Directions for this task:
Write the listing below out again word for word, without a single picture.

Entries supplied:
[Start of section]

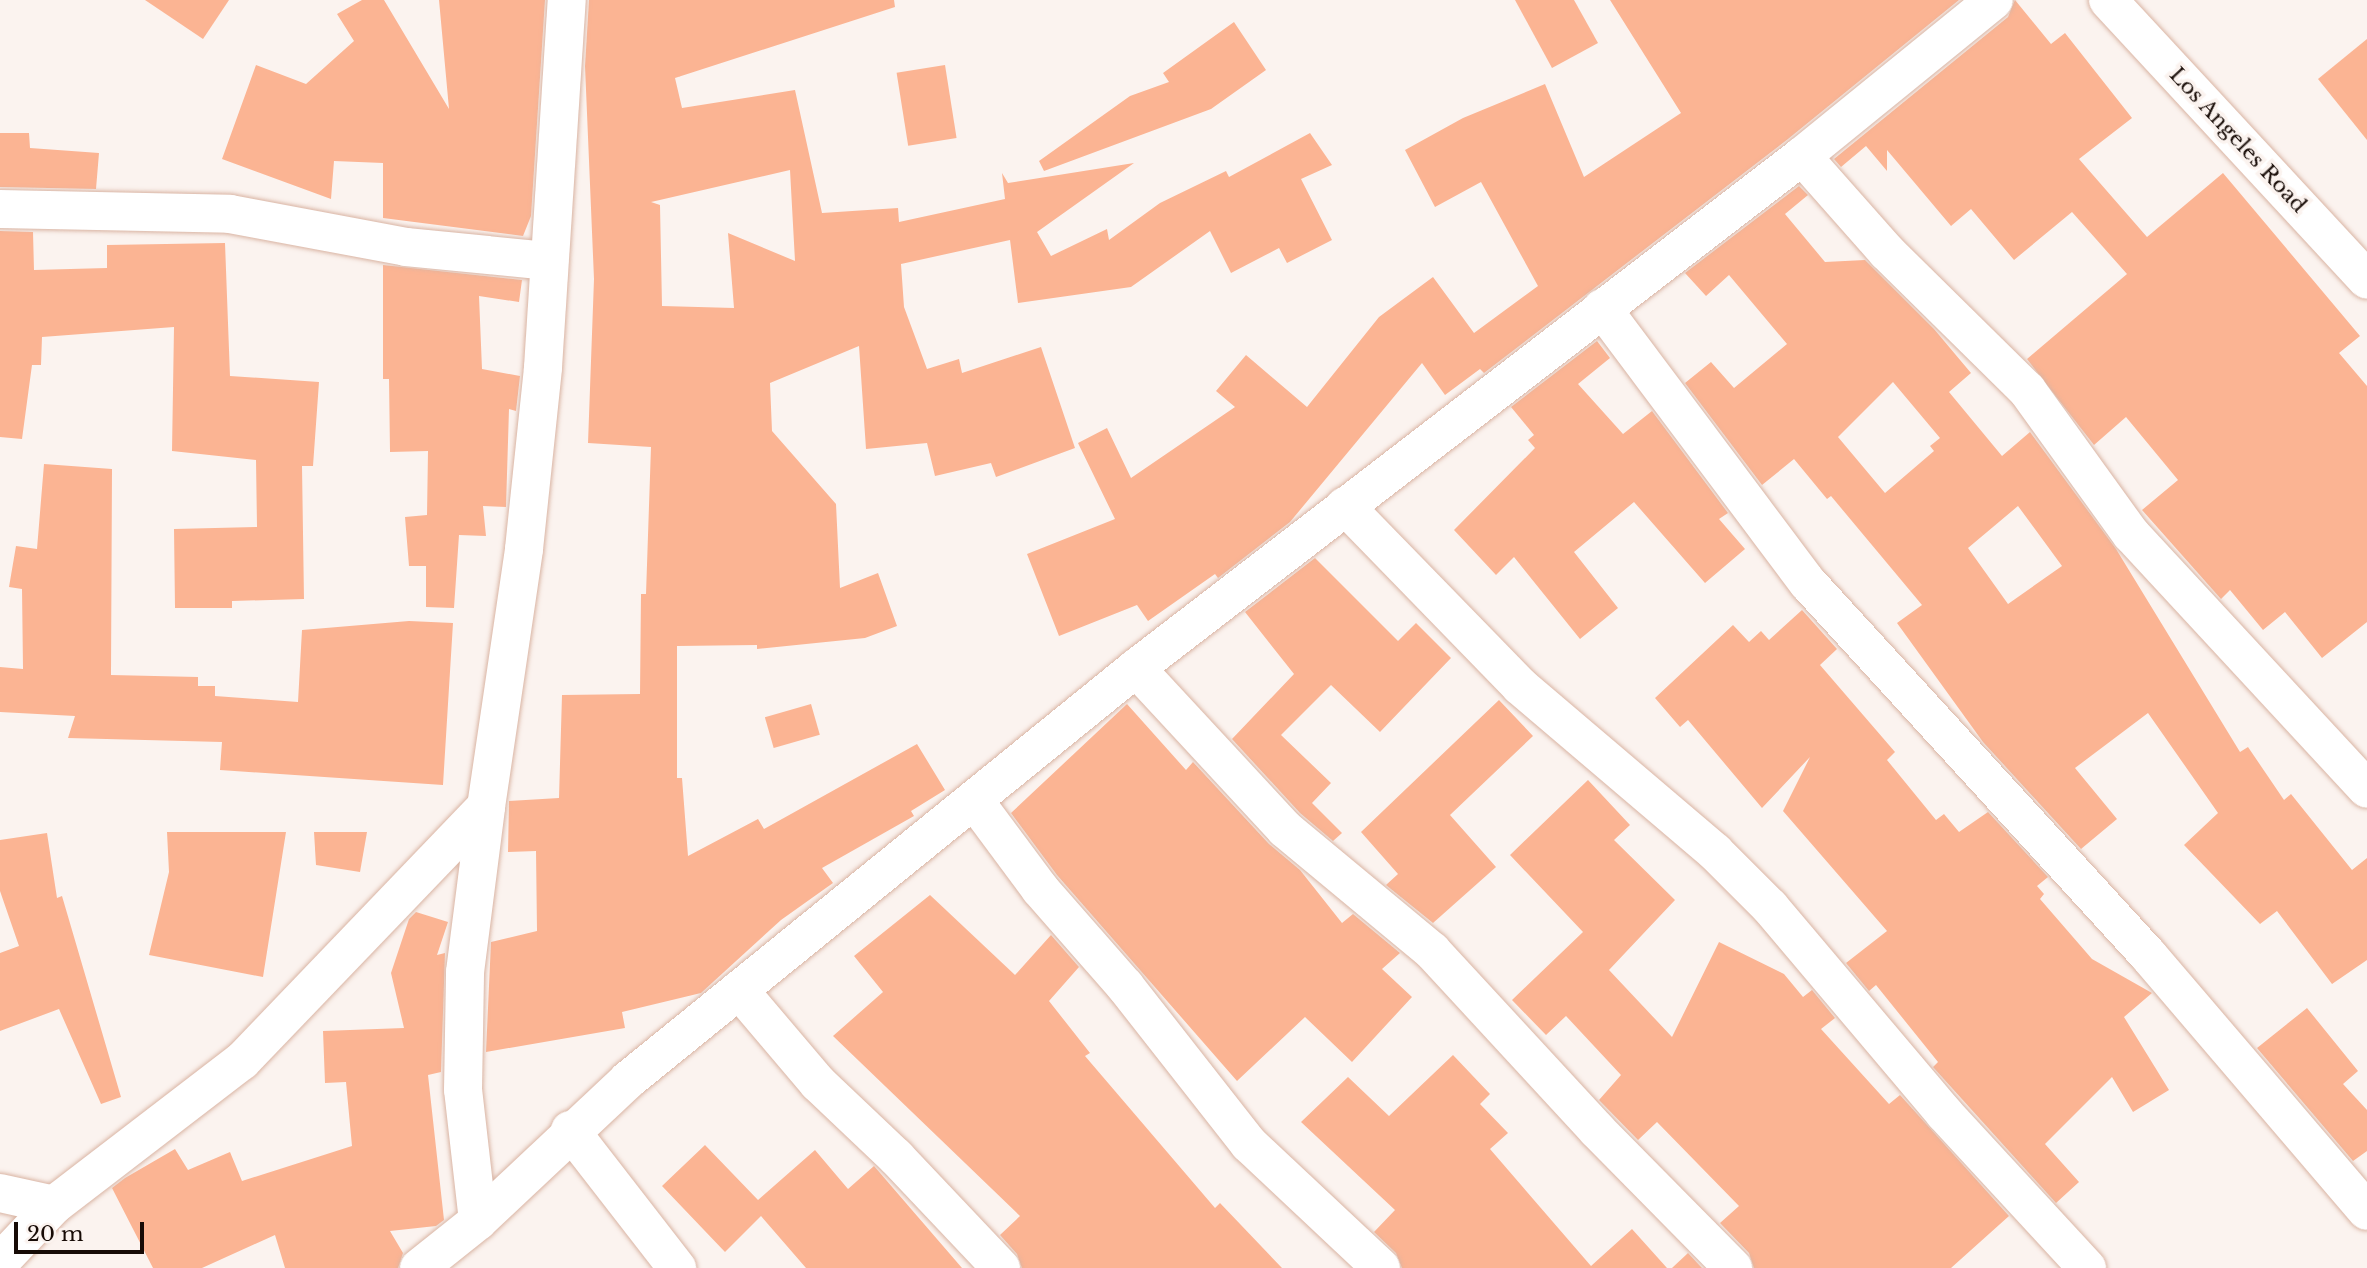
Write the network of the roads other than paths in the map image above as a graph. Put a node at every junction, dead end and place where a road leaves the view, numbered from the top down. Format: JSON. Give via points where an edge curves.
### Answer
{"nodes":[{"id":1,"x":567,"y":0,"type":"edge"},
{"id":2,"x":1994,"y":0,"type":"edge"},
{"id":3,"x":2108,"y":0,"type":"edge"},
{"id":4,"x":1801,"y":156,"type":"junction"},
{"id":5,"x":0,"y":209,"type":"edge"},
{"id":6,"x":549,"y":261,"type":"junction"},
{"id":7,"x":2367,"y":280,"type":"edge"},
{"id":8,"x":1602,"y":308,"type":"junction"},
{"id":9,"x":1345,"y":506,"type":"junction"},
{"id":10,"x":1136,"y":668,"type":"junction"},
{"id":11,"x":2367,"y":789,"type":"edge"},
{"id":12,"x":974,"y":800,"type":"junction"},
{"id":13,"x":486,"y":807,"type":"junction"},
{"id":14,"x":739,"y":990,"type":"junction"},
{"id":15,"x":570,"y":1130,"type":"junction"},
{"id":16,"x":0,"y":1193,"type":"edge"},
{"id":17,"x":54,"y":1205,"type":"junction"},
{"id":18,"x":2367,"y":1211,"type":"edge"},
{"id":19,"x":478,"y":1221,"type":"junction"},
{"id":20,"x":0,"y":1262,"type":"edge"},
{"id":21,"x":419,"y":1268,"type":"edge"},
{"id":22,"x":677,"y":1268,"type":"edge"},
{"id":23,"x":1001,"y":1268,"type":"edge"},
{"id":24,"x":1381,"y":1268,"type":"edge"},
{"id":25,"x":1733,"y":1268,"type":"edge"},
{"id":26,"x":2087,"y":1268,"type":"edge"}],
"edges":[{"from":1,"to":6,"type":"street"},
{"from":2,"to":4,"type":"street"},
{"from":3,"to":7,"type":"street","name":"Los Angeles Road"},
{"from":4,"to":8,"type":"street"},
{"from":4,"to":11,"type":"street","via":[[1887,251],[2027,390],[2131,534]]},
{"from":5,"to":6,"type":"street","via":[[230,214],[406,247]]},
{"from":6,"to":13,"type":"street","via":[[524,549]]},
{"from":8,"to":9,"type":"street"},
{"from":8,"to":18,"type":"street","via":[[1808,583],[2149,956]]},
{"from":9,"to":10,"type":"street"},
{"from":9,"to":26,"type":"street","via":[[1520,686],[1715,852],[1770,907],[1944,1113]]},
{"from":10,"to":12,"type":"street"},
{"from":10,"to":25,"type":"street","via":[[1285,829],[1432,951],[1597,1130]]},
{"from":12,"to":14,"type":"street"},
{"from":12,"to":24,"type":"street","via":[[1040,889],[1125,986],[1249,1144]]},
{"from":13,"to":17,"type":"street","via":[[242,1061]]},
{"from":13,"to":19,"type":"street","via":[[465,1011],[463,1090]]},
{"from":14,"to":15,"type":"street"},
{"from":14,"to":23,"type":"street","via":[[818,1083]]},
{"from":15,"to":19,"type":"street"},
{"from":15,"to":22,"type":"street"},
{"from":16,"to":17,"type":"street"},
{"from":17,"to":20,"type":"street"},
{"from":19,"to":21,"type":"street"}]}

[End of section]

Reply:
Write the network of the roads other than paths in the map image above as a graph. Put a node at every junction, dead end and place where a road leaves the view, numbered from the top down. Format: JSON. Give via points where an edge curves.
### Answer
{"nodes":[{"id":1,"x":567,"y":0,"type":"edge"},
{"id":2,"x":1994,"y":0,"type":"edge"},
{"id":3,"x":2108,"y":0,"type":"edge"},
{"id":4,"x":1801,"y":156,"type":"junction"},
{"id":5,"x":0,"y":209,"type":"edge"},
{"id":6,"x":549,"y":261,"type":"junction"},
{"id":7,"x":2367,"y":280,"type":"edge"},
{"id":8,"x":1602,"y":308,"type":"junction"},
{"id":9,"x":1345,"y":506,"type":"junction"},
{"id":10,"x":1136,"y":668,"type":"junction"},
{"id":11,"x":2367,"y":789,"type":"edge"},
{"id":12,"x":974,"y":800,"type":"junction"},
{"id":13,"x":486,"y":807,"type":"junction"},
{"id":14,"x":739,"y":990,"type":"junction"},
{"id":15,"x":570,"y":1130,"type":"junction"},
{"id":16,"x":0,"y":1193,"type":"edge"},
{"id":17,"x":54,"y":1205,"type":"junction"},
{"id":18,"x":2367,"y":1211,"type":"edge"},
{"id":19,"x":478,"y":1221,"type":"junction"},
{"id":20,"x":0,"y":1262,"type":"edge"},
{"id":21,"x":419,"y":1268,"type":"edge"},
{"id":22,"x":677,"y":1268,"type":"edge"},
{"id":23,"x":1001,"y":1268,"type":"edge"},
{"id":24,"x":1381,"y":1268,"type":"edge"},
{"id":25,"x":1733,"y":1268,"type":"edge"},
{"id":26,"x":2087,"y":1268,"type":"edge"}],
"edges":[{"from":1,"to":6,"type":"street"},
{"from":2,"to":4,"type":"street"},
{"from":3,"to":7,"type":"street","name":"Los Angeles Road"},
{"from":4,"to":8,"type":"street"},
{"from":4,"to":11,"type":"street","via":[[1887,251],[2027,390],[2131,534]]},
{"from":5,"to":6,"type":"street","via":[[230,214],[406,247]]},
{"from":6,"to":13,"type":"street","via":[[524,549]]},
{"from":8,"to":9,"type":"street"},
{"from":8,"to":18,"type":"street","via":[[1808,583],[2149,956]]},
{"from":9,"to":10,"type":"street"},
{"from":9,"to":26,"type":"street","via":[[1520,686],[1715,852],[1770,907],[1944,1113]]},
{"from":10,"to":12,"type":"street"},
{"from":10,"to":25,"type":"street","via":[[1285,829],[1432,951],[1597,1130]]},
{"from":12,"to":14,"type":"street"},
{"from":12,"to":24,"type":"street","via":[[1040,889],[1125,986],[1249,1144]]},
{"from":13,"to":17,"type":"street","via":[[242,1061]]},
{"from":13,"to":19,"type":"street","via":[[465,1011],[463,1090]]},
{"from":14,"to":15,"type":"street"},
{"from":14,"to":23,"type":"street","via":[[818,1083]]},
{"from":15,"to":19,"type":"street"},
{"from":15,"to":22,"type":"street"},
{"from":16,"to":17,"type":"street"},
{"from":17,"to":20,"type":"street"},
{"from":19,"to":21,"type":"street"}]}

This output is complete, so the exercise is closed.